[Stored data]
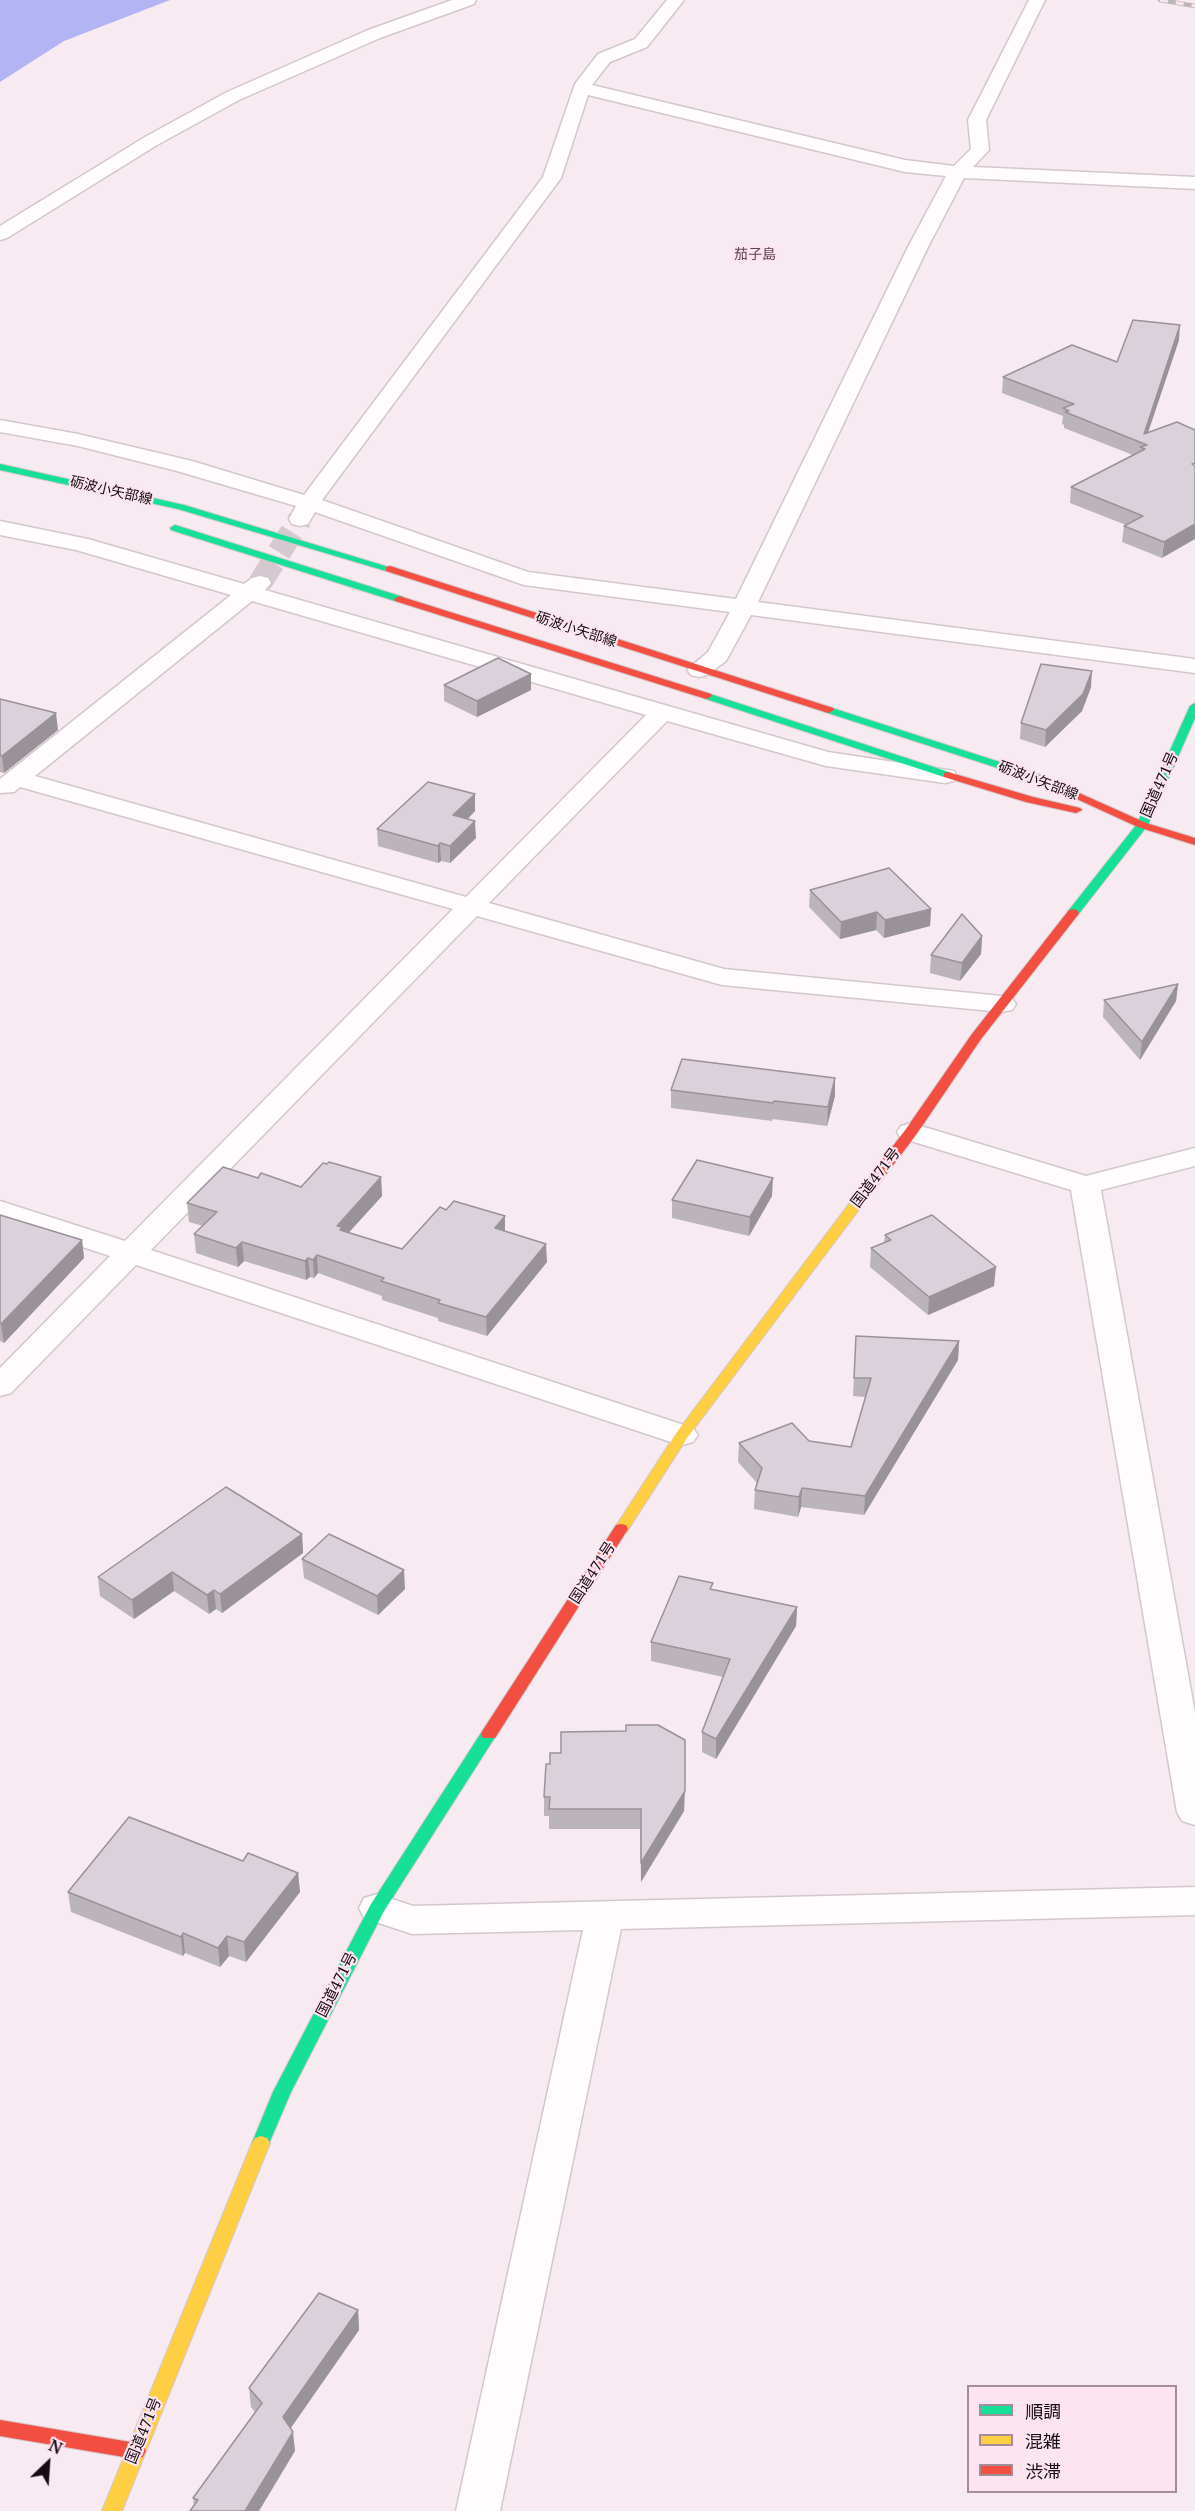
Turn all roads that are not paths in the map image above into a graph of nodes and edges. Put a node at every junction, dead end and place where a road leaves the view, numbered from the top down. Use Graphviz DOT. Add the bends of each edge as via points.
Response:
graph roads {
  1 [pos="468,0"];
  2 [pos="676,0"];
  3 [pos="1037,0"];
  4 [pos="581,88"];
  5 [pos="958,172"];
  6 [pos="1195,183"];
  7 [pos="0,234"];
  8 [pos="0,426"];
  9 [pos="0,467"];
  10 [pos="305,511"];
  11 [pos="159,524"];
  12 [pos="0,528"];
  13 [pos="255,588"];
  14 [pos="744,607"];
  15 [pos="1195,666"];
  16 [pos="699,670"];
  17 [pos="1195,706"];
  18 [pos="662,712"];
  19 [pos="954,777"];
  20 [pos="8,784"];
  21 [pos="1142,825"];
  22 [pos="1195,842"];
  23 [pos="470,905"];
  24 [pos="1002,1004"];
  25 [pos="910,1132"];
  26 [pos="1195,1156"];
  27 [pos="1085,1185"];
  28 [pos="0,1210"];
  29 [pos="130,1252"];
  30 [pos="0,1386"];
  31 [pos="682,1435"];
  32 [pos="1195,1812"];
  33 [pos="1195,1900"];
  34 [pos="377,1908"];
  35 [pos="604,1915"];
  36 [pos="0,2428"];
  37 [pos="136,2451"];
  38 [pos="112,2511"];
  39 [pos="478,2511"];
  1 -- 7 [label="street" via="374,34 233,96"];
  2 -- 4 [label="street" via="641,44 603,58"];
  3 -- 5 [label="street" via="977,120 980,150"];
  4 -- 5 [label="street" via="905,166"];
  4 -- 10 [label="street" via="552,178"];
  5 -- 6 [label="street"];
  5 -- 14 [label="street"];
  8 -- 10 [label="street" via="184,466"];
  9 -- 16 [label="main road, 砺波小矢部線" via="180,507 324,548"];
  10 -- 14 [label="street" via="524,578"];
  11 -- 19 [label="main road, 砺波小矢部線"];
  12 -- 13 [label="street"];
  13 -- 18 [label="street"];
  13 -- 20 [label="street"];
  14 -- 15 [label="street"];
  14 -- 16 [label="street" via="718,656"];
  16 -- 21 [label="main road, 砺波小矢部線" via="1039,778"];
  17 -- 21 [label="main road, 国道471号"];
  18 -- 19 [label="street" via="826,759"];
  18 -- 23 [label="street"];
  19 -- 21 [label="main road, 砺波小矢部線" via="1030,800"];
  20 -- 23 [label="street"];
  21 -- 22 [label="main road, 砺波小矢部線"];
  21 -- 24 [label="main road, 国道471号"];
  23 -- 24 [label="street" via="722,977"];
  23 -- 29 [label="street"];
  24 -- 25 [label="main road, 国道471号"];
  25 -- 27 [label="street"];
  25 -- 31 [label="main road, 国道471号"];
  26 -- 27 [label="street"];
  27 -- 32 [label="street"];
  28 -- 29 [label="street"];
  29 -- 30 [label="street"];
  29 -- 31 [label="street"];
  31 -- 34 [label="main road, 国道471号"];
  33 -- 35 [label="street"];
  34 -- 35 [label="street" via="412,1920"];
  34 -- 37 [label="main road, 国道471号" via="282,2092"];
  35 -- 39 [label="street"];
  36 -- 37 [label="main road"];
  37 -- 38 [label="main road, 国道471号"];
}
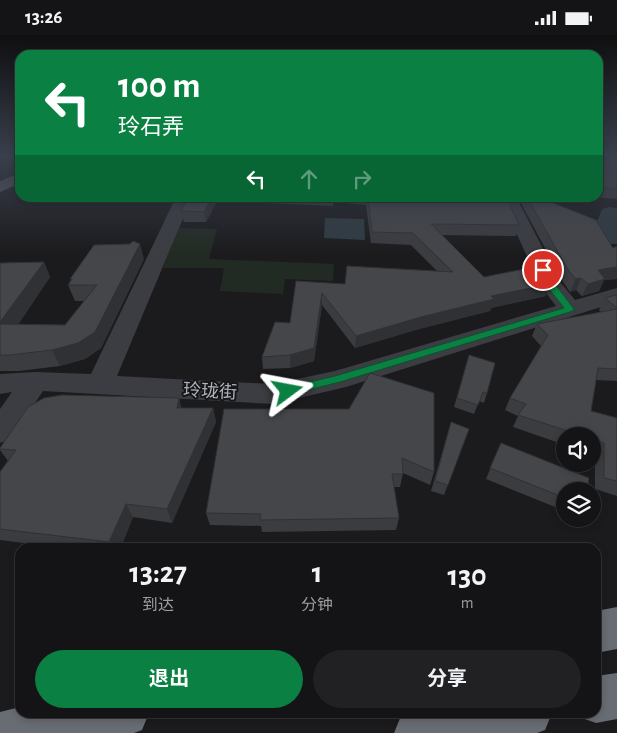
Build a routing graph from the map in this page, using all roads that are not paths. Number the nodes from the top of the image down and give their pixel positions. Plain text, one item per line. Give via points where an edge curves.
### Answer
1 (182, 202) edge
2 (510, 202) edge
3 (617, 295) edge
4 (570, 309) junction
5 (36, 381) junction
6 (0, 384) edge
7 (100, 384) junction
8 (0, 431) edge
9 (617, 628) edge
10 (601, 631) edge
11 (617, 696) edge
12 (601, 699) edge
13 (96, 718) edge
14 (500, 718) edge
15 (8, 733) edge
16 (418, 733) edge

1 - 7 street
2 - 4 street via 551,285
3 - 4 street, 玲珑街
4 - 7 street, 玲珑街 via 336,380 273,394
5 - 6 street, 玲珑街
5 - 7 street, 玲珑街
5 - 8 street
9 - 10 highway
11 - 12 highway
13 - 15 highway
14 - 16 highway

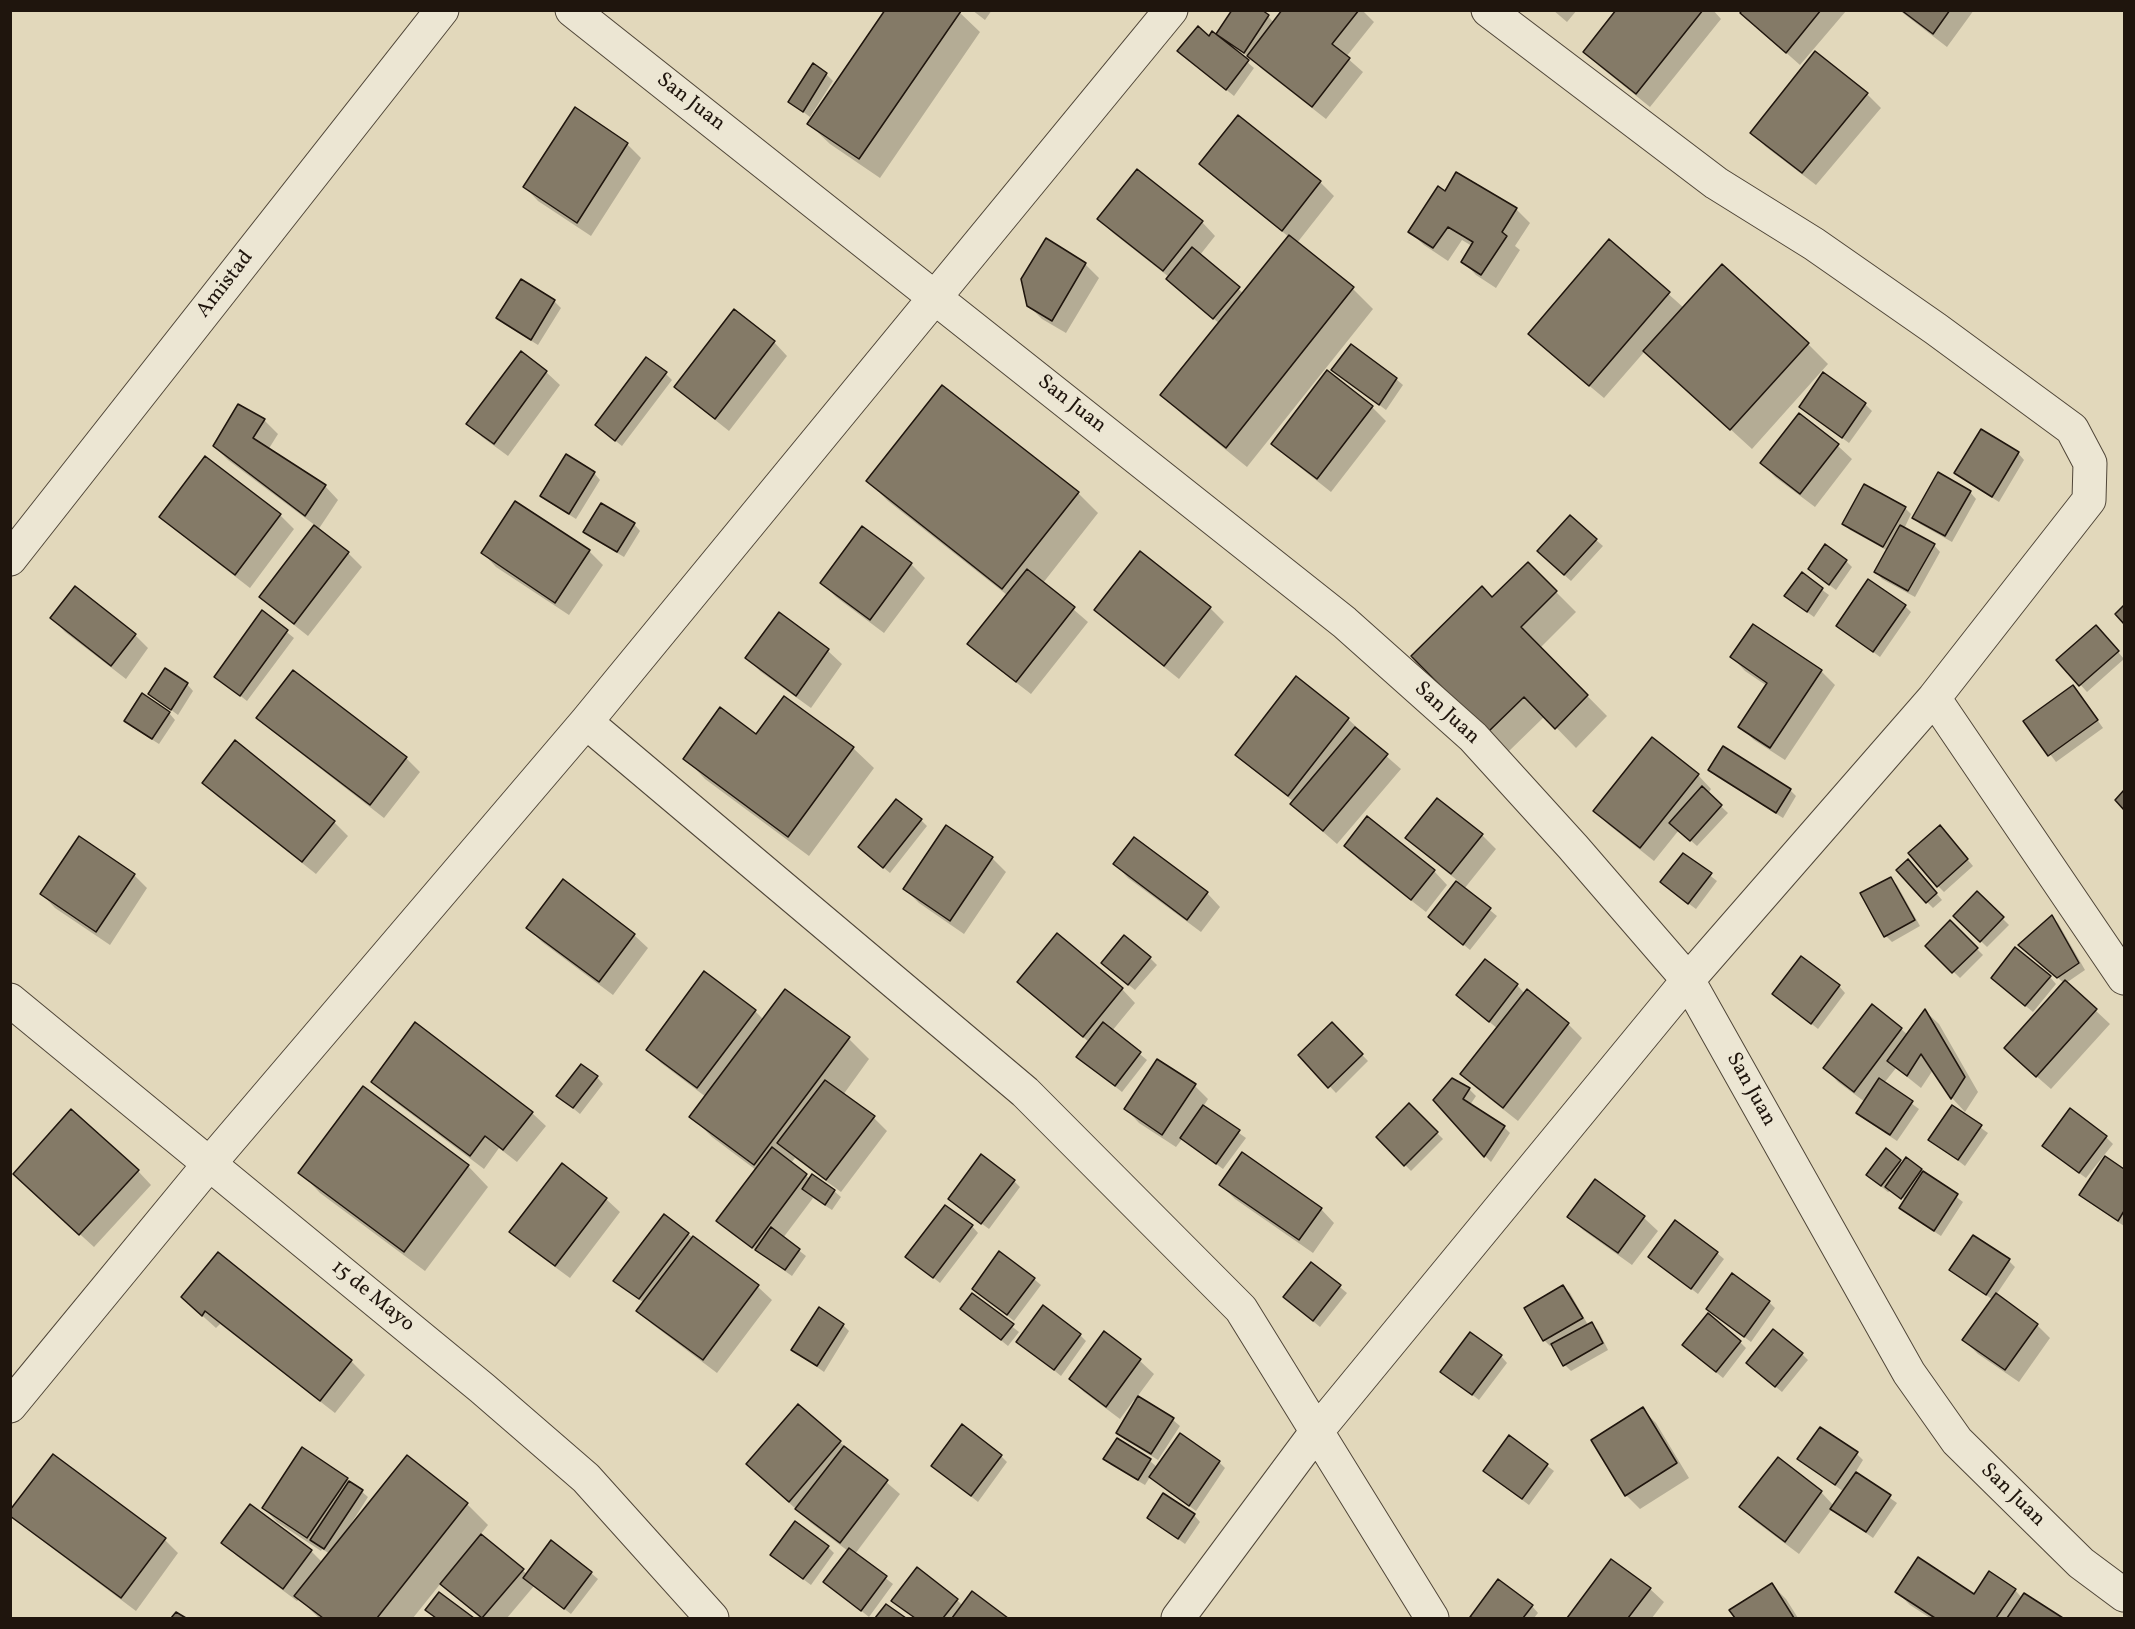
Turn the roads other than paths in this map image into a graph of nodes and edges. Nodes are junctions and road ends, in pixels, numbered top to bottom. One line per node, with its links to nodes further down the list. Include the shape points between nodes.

What to do
Without the pictures, return the records above exactly as written.

Written answer
Turn all roads that are not paths in the map image above into a graph of nodes and edges. Put a node at every junction, dead end and place where a road leaves the view, numbered from the top down. Use Graphviz DOT. Add the bends of each edge as via points.
Response:
graph roads {
  1 [pos="468,0"];
  2 [pos="676,0"];
  3 [pos="1037,0"];
  4 [pos="581,88"];
  5 [pos="958,172"];
  6 [pos="1195,183"];
  7 [pos="0,234"];
  8 [pos="0,426"];
  9 [pos="0,467"];
  10 [pos="305,511"];
  11 [pos="159,524"];
  12 [pos="0,528"];
  13 [pos="255,588"];
  14 [pos="744,607"];
  15 [pos="1195,666"];
  16 [pos="699,670"];
  17 [pos="1195,706"];
  18 [pos="662,712"];
  19 [pos="954,777"];
  20 [pos="8,784"];
  21 [pos="1142,825"];
  22 [pos="1195,842"];
  23 [pos="470,905"];
  24 [pos="1002,1004"];
  25 [pos="910,1132"];
  26 [pos="1195,1156"];
  27 [pos="1085,1185"];
  28 [pos="0,1210"];
  29 [pos="130,1252"];
  30 [pos="0,1386"];
  31 [pos="682,1435"];
  32 [pos="1195,1812"];
  33 [pos="1195,1900"];
  34 [pos="377,1908"];
  35 [pos="604,1915"];
  36 [pos="0,2428"];
  37 [pos="136,2451"];
  38 [pos="112,2511"];
  39 [pos="478,2511"];
  1 -- 7 [label="street" via="374,34 233,96"];
  2 -- 4 [label="street" via="641,44 603,58"];
  3 -- 5 [label="street" via="977,120 980,150"];
  4 -- 5 [label="street" via="905,166"];
  4 -- 10 [label="street" via="552,178"];
  5 -- 6 [label="street"];
  5 -- 14 [label="street"];
  8 -- 10 [label="street" via="184,466"];
  9 -- 16 [label="main road, 砺波小矢部線" via="180,507 324,548"];
  10 -- 14 [label="street" via="524,578"];
  11 -- 19 [label="main road, 砺波小矢部線"];
  12 -- 13 [label="street"];
  13 -- 18 [label="street"];
  13 -- 20 [label="street"];
  14 -- 15 [label="street"];
  14 -- 16 [label="street" via="718,656"];
  16 -- 21 [label="main road, 砺波小矢部線" via="1039,778"];
  17 -- 21 [label="main road, 国道471号"];
  18 -- 19 [label="street" via="826,759"];
  18 -- 23 [label="street"];
  19 -- 21 [label="main road, 砺波小矢部線" via="1030,800"];
  20 -- 23 [label="street"];
  21 -- 22 [label="main road, 砺波小矢部線"];
  21 -- 24 [label="main road, 国道471号"];
  23 -- 24 [label="street" via="722,977"];
  23 -- 29 [label="street"];
  24 -- 25 [label="main road, 国道471号"];
  25 -- 27 [label="street"];
  25 -- 31 [label="main road, 国道471号"];
  26 -- 27 [label="street"];
  27 -- 32 [label="street"];
  28 -- 29 [label="street"];
  29 -- 30 [label="street"];
  29 -- 31 [label="street"];
  31 -- 34 [label="main road, 国道471号"];
  33 -- 35 [label="street"];
  34 -- 35 [label="street" via="412,1920"];
  34 -- 37 [label="main road, 国道471号" via="282,2092"];
  35 -- 39 [label="street"];
  36 -- 37 [label="main road"];
  37 -- 38 [label="main road, 国道471号"];
}
Build a routing graph from the map in this page, using all roads that are not paths. Number the nodes from the top of the image down and give their pixel positions. Plain text, one item per line. Give via points where an edge curves.
### Answer
1 (182, 202) edge
2 (510, 202) edge
3 (617, 295) edge
4 (570, 309) junction
5 (36, 381) junction
6 (0, 384) edge
7 (100, 384) junction
8 (0, 431) edge
9 (617, 628) edge
10 (601, 631) edge
11 (617, 696) edge
12 (601, 699) edge
13 (96, 718) edge
14 (500, 718) edge
15 (8, 733) edge
16 (418, 733) edge

1 - 7 street
2 - 4 street via 551,285
3 - 4 street, 玲珑街
4 - 7 street, 玲珑街 via 336,380 273,394
5 - 6 street, 玲珑街
5 - 7 street, 玲珑街
5 - 8 street
9 - 10 highway
11 - 12 highway
13 - 15 highway
14 - 16 highway

Turn the roads other than paths in this map image into a graph of nodes and edges. Nodes are junctions and road ends, in pixels, numbered top to bottom. One line per node, with its links to nodes further down the list. Include the shape points between nodes.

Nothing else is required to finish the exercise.